А вот еще острее. В нашем позднем, от IV века, каноническом чтении Мт. 1, 16: «Иаков родил Иосифа, мужа Марии, от которой родился Иисус». А в Сиро-Синайском кодексе (Syrus Sinaiticus), с греческого подлинника II века:
Иосиф, которому обручена была
дева Мария, родил Иисуса.
Joseph, cui desponsata virgo Maria,
genuit lesum.[97]
Здесь уже разница касается самого догмата о Бессемянном зачатии. Как с этим быть, люди не знали и спрятали рукопись в темный угол Синайского книгохранилища, где она и пролежала пятнадцать веков, пока, наконец, не вышла на свет, в наши дни, к тщетному, может быть, злорадству левых критиков и не менее тщетному ужасу теологов.[98]
XXIV
«Дух Св. водил рукой евангелистов, когда они писали Евангелия», — учит один протестантский богослов XVI века.[99] Это значит: пишущий Евангелист для Духа то же, что для музыканта — органные клавиши. Если так, то надо, конечно, согласить все «противоречия» в Евангелиях, хотя бы пришлось для этого, в начале подобных «симфоний», утверждать, как это делает бл. Августин, что были две Марии Магдалины, а в конце, как этого никто не делает, — что Иисус дважды родился и трижды умер, или, другими словами, надо верить, что Божественный Смысл принуждает людей к бессмыслице. А если не так, то дыхание Духа — «Боговдохновенность» Евангелия и воля к свободе — одно и то же.
XXV
«Кто не свободно верит, тот ходи в церковь, слушай „чтение Евангелия“, но сам в него не заглядывай: старую веру потеряет, а новую — найдет ли, еще неизвестно».
XXVI
Есть что-то божественно-трогательное, хочется сказать, — «божественно-жалобное», в евангельских «противоречиях» — этих как будто отчаянных, судорожных, и все-таки к свободе человеческой бережных, усилиях Духа Божьего пробиться сквозь плоть и кровь, — в тщетных иногда усилиях, подобных трепету пламени в душном воздухе и голубиных крыл в сетях.
XXVII
Самый страшный дар Божий людям — свобода, но и самый святой. Это чувствуется лучше всего здесь, в Евангелии. Вот почему первое, на что кидаются все поработители духа, чтобы истребить, — эта, самая страшная для них книга — Евангелие.

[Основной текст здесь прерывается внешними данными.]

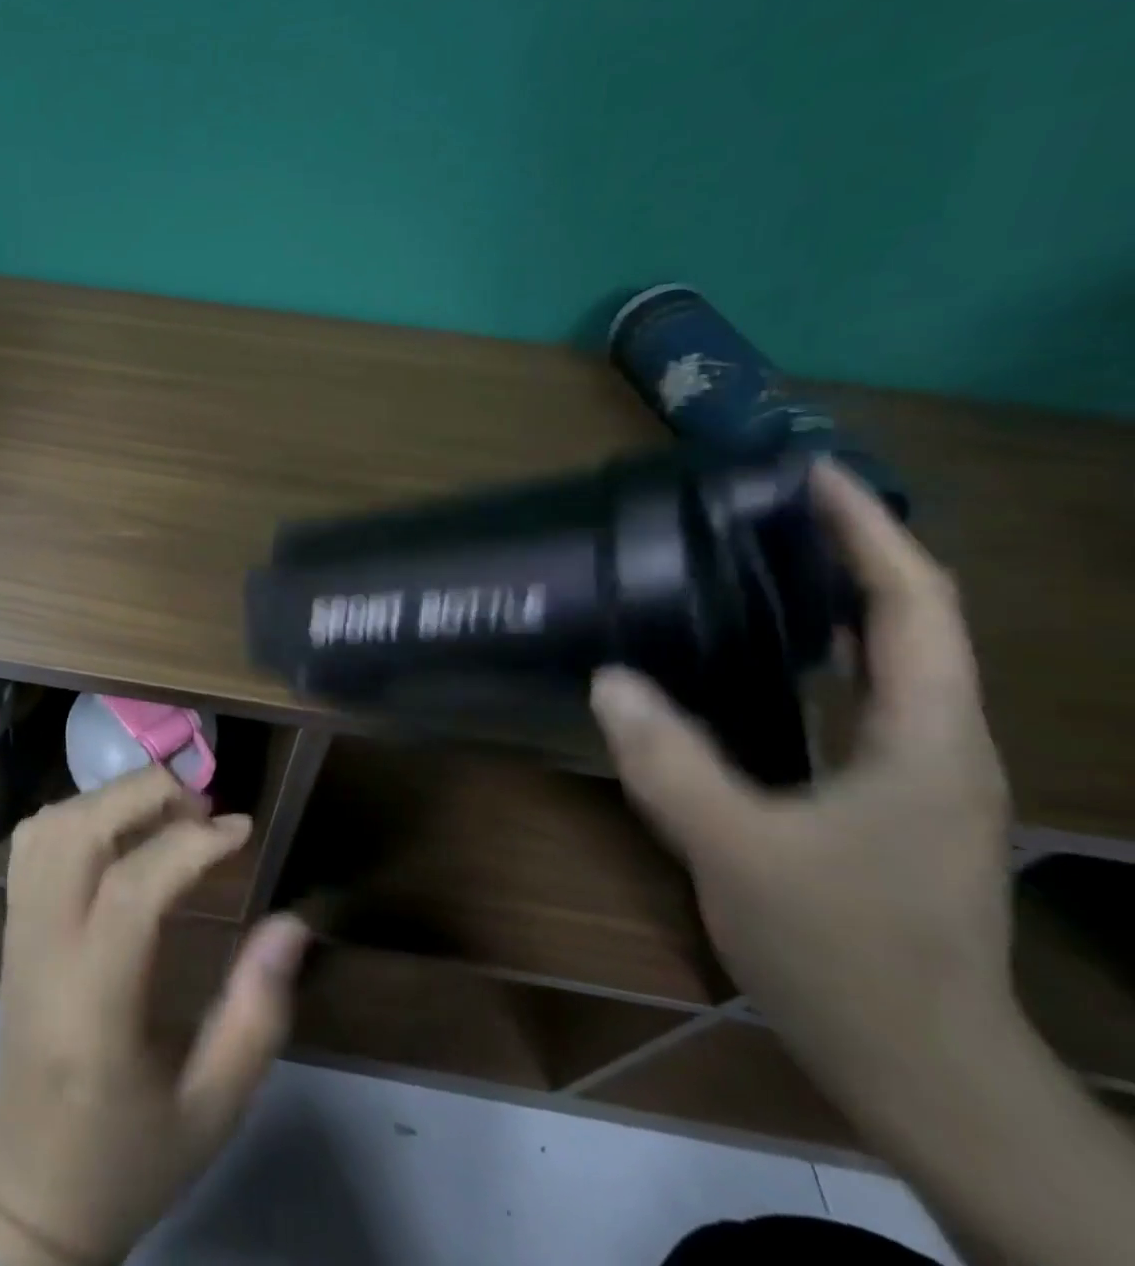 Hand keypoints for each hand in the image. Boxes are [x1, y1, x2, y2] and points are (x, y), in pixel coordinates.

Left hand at [0, 769, 311, 1265]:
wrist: (29, 1193)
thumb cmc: (129, 1155)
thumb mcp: (213, 1107)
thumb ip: (257, 1014)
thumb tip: (293, 922)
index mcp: (92, 1004)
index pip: (131, 889)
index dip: (191, 844)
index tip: (242, 828)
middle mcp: (43, 950)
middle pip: (77, 832)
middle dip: (143, 794)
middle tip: (203, 805)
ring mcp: (16, 933)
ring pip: (49, 826)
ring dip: (111, 799)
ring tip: (167, 813)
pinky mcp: (9, 928)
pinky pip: (32, 843)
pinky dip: (79, 814)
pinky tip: (120, 833)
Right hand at [589, 459, 1015, 1121]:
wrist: (918, 1068)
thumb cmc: (847, 955)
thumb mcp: (741, 852)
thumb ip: (671, 763)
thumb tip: (608, 680)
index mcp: (929, 739)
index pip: (917, 605)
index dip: (870, 532)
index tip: (811, 477)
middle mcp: (937, 745)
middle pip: (909, 623)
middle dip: (848, 555)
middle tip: (762, 515)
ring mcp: (915, 778)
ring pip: (882, 666)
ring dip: (830, 607)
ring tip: (751, 569)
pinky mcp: (883, 805)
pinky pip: (851, 707)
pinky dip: (812, 664)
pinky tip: (750, 665) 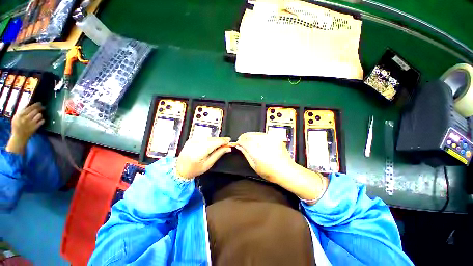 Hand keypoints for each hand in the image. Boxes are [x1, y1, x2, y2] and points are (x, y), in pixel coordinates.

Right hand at [6, 103, 44, 153]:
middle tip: (43, 107)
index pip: (29, 107)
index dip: (36, 105)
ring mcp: (30, 123)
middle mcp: (25, 118)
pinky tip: (41, 120)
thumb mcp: (16, 118)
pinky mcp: (35, 128)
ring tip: (40, 115)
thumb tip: (29, 105)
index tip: (40, 103)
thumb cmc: (17, 127)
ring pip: (39, 115)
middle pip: (35, 110)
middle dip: (40, 108)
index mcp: (20, 115)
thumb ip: (22, 112)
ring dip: (41, 114)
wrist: (18, 138)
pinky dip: (42, 120)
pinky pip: (42, 121)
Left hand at [176, 137, 231, 178]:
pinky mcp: (191, 139)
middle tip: (227, 142)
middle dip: (220, 140)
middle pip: (211, 139)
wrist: (180, 169)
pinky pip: (204, 137)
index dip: (223, 141)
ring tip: (221, 143)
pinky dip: (210, 139)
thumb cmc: (194, 169)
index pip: (213, 143)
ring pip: (208, 137)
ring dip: (216, 139)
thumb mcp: (208, 164)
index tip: (229, 141)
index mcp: (198, 153)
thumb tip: (228, 148)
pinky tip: (213, 142)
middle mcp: (194, 144)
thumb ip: (218, 154)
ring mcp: (192, 141)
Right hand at [236, 132, 294, 182]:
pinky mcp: (275, 138)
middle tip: (241, 141)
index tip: (237, 143)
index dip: (239, 141)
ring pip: (256, 133)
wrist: (287, 171)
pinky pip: (263, 134)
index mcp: (257, 151)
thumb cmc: (270, 172)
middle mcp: (263, 143)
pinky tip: (257, 141)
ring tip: (249, 141)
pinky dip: (258, 136)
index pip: (244, 141)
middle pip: (249, 135)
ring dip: (250, 136)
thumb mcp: (254, 166)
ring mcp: (270, 139)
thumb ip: (246, 154)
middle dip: (244, 137)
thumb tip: (239, 147)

«Вместо того, чтобы овладеть людскою свободою. Ты умножил ее и обременил ее мученьями человека навеки… Но неужели Ты не подумал, что он отвергнет же, наконец… и Твою правду, если его угнетут таким страшным бременем?» — говорит Великий Инквизитор (Достоевский).

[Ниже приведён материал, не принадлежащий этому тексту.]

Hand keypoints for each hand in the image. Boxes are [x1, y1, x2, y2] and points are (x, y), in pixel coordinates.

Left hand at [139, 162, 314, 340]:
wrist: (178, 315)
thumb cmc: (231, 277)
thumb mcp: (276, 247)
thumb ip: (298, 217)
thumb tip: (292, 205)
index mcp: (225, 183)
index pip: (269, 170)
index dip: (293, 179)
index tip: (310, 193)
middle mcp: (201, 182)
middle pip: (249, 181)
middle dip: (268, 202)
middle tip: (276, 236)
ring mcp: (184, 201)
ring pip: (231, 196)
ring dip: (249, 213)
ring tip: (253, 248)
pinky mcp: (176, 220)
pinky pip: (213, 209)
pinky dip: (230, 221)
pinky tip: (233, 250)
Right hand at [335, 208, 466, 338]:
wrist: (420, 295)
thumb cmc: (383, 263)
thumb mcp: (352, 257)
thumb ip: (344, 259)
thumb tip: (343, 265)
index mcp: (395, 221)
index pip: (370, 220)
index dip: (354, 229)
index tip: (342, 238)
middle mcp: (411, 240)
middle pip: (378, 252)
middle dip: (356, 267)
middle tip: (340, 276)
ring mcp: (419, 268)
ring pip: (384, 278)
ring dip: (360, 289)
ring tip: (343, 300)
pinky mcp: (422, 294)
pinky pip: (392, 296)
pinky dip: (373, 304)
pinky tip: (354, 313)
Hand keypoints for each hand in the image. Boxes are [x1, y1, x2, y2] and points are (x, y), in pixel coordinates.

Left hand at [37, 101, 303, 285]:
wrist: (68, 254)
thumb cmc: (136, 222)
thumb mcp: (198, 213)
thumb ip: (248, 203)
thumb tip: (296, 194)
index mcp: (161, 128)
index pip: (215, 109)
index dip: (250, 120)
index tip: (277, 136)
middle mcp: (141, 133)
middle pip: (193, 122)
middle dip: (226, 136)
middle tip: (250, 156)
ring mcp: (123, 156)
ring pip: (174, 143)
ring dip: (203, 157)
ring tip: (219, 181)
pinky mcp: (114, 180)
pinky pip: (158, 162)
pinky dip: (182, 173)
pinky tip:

«Трупом будь в руках учителя, perinde ас cadaver», — говорит Лойола. Трупом хочет быть Паскаль, но не может и сходит с ума от страха «бездны» — свободы евангельской.
XXVIII
Бояться свободы, не верить в нее, значит не верить в Духа Св., потому что свобода человеческая в Боге и есть Дух, — вот к чему приводит нас евангельская критика, — и это не мало.
Может быть, страшной ценой, но мы, наконец, поняли, или вот-вот поймем, чего за две тысячи лет христианства никто никогда не понимал, — что неизвестное имя Христа — Освободитель, и что, не приняв свободы, мы никогда не узнаем Его, Неизвестного.